→ What is being asked
Only the lines holding the word "Beaver" are wanted; copy each of them from the listing.

===============

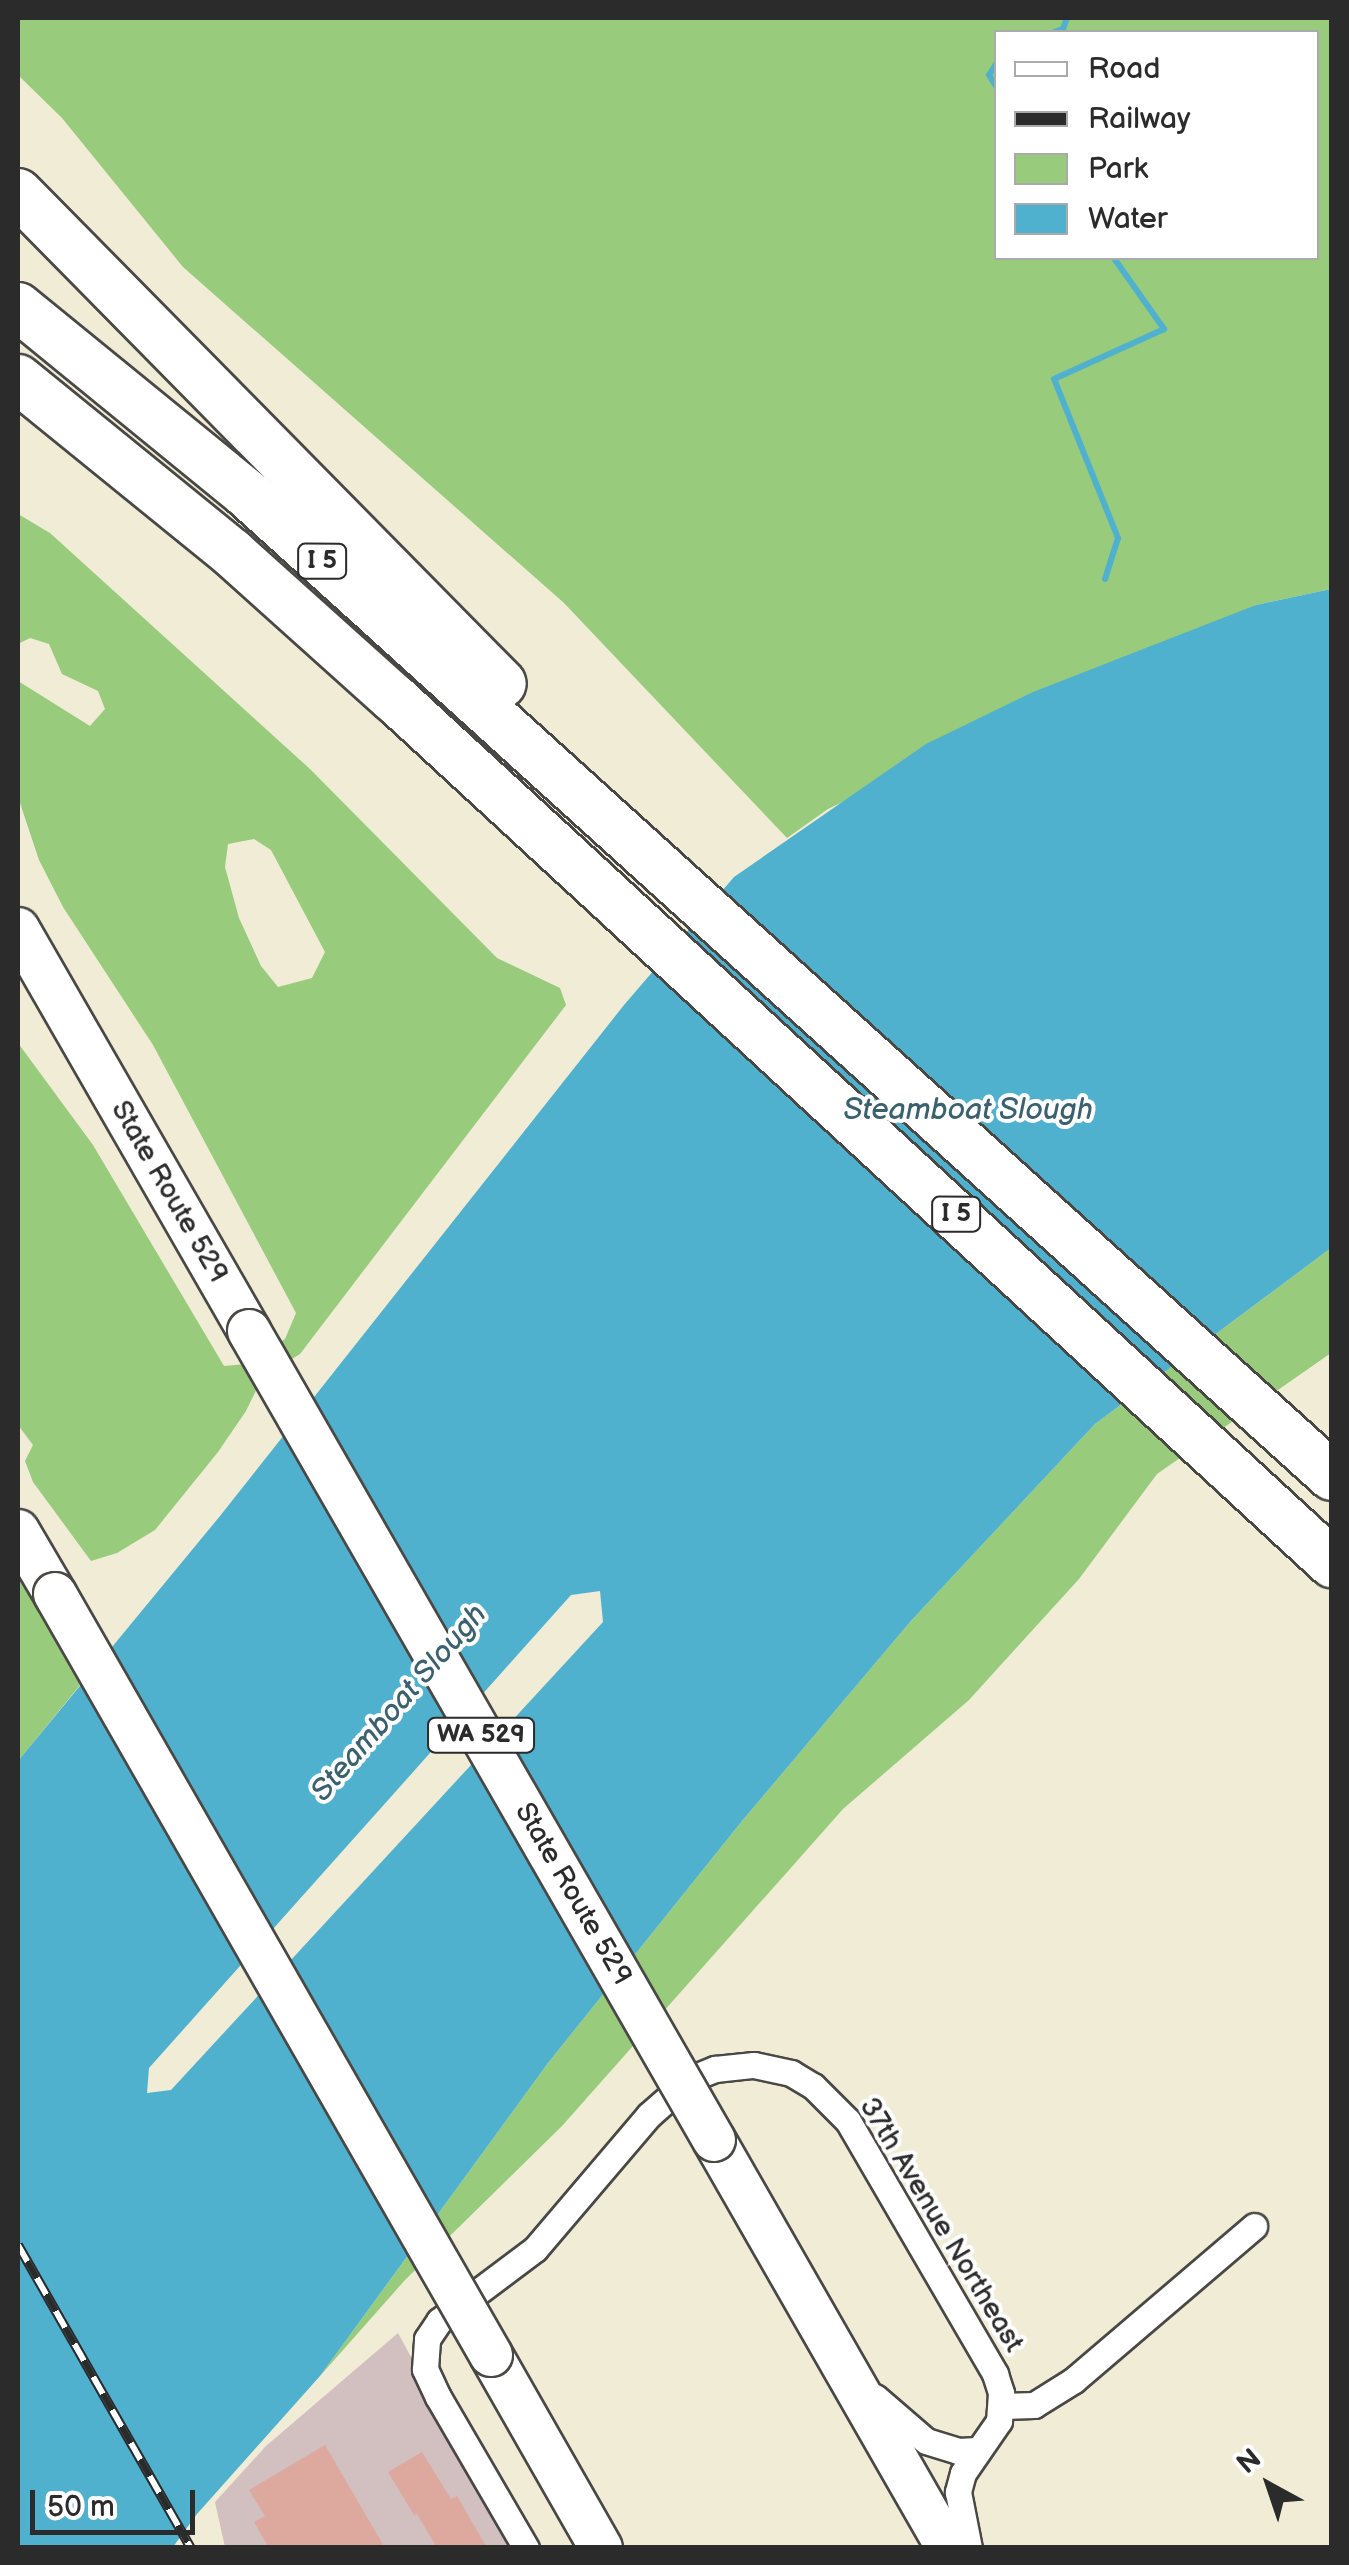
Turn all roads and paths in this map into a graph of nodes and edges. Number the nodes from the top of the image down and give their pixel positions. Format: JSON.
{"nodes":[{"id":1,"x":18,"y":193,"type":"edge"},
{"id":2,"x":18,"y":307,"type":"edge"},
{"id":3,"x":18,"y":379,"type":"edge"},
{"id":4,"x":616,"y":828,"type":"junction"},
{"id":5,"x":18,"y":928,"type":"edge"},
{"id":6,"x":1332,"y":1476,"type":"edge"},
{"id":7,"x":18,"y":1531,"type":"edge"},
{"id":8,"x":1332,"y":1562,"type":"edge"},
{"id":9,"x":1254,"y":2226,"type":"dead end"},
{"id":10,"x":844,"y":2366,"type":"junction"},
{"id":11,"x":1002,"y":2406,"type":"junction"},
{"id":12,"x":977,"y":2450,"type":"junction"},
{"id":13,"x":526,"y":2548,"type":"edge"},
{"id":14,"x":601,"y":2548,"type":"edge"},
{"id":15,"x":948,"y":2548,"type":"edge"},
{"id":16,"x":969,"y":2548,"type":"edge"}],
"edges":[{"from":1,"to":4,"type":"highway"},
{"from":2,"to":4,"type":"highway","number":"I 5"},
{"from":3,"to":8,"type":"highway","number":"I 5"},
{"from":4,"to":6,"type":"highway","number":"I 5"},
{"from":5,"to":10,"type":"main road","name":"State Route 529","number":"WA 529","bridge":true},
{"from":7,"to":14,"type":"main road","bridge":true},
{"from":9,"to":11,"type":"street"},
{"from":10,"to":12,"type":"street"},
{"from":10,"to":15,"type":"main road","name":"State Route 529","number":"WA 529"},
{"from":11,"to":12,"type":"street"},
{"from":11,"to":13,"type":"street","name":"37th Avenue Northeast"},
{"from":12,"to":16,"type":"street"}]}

===============

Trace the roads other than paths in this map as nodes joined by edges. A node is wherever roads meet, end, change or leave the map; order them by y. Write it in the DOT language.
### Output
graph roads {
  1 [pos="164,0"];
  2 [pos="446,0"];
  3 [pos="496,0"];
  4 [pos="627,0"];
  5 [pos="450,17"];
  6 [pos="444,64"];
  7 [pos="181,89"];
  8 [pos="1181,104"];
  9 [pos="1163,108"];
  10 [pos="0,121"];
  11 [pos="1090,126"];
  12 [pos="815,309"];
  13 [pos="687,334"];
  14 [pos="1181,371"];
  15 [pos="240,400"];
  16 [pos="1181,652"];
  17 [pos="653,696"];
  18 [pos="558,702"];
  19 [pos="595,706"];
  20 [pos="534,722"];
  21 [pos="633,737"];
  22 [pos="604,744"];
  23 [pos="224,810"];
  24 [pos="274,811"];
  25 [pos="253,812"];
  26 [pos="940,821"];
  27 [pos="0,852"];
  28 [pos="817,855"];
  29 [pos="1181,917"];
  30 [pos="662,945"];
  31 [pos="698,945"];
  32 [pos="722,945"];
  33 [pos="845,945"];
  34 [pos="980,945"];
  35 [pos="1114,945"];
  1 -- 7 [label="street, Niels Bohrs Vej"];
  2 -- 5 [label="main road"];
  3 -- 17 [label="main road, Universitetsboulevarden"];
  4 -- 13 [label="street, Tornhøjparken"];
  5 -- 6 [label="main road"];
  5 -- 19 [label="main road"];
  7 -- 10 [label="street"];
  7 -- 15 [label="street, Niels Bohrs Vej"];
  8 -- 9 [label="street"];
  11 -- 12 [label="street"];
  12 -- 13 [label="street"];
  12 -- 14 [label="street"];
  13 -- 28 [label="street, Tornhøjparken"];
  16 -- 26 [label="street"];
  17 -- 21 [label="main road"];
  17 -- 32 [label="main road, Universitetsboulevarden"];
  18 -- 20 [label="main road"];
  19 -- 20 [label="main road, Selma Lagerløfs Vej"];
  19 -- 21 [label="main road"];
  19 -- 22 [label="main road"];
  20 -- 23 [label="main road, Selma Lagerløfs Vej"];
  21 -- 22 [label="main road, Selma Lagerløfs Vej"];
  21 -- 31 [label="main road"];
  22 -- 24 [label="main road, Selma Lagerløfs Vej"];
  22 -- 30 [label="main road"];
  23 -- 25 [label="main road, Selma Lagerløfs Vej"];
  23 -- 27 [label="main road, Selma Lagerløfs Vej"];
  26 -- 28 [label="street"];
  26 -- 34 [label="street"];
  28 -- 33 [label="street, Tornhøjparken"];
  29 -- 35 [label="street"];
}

===============

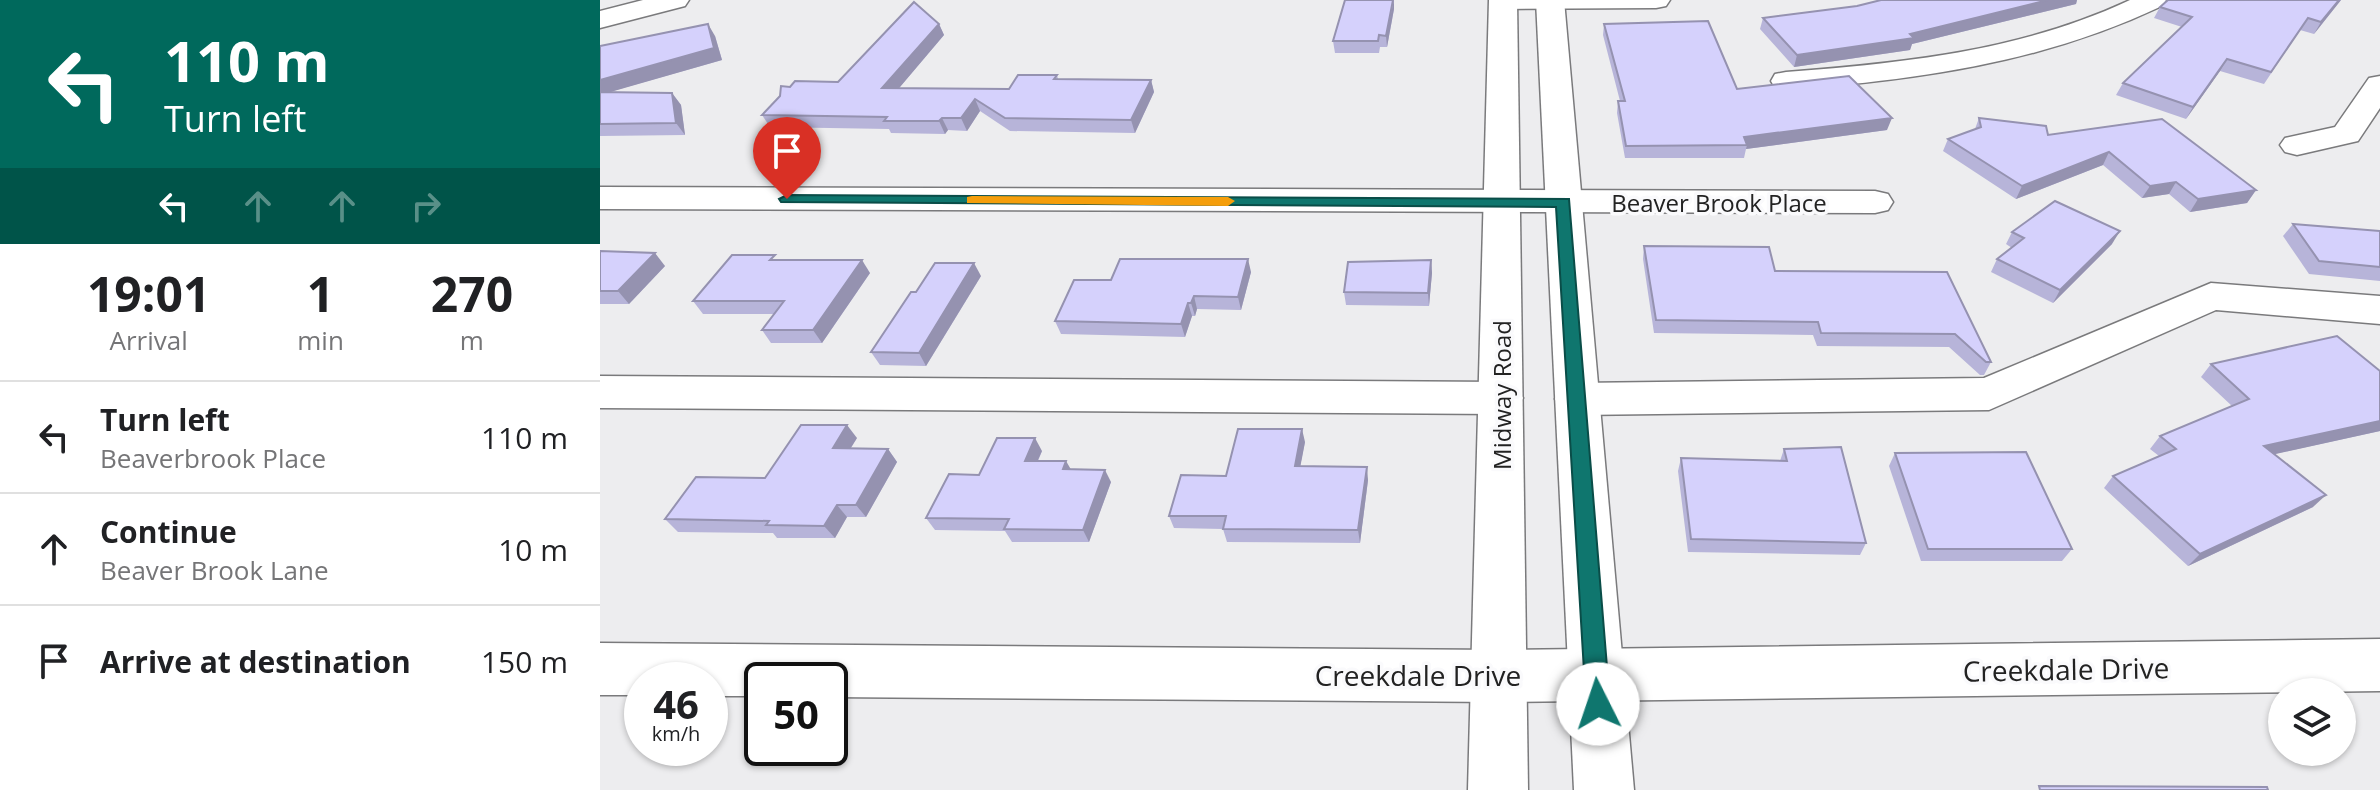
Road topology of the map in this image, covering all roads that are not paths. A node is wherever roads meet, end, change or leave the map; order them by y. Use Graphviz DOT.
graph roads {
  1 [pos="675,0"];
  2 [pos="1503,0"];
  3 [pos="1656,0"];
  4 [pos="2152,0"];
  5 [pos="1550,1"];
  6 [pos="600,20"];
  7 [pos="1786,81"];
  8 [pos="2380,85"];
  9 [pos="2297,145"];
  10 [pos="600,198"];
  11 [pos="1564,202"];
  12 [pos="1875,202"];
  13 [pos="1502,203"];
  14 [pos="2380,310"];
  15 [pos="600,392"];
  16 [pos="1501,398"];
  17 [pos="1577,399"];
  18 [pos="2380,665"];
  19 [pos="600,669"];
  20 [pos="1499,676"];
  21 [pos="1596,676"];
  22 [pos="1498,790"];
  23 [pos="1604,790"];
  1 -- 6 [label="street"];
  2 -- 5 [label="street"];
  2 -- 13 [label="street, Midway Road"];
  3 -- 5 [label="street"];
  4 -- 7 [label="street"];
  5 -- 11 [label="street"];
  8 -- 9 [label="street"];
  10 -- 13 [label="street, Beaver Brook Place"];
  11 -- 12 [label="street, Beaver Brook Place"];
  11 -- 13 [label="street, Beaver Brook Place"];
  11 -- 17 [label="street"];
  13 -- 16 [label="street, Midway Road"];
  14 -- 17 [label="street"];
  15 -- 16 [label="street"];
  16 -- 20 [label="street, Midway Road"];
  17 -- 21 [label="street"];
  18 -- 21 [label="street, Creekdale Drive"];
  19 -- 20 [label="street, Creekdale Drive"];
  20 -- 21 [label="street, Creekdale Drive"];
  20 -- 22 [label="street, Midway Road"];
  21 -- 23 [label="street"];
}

===============

→ The answer
  10 -- 13 [label="street, Beaver Brook Place"];
  11 -- 12 [label="street, Beaver Brook Place"];
  11 -- 13 [label="street, Beaver Brook Place"];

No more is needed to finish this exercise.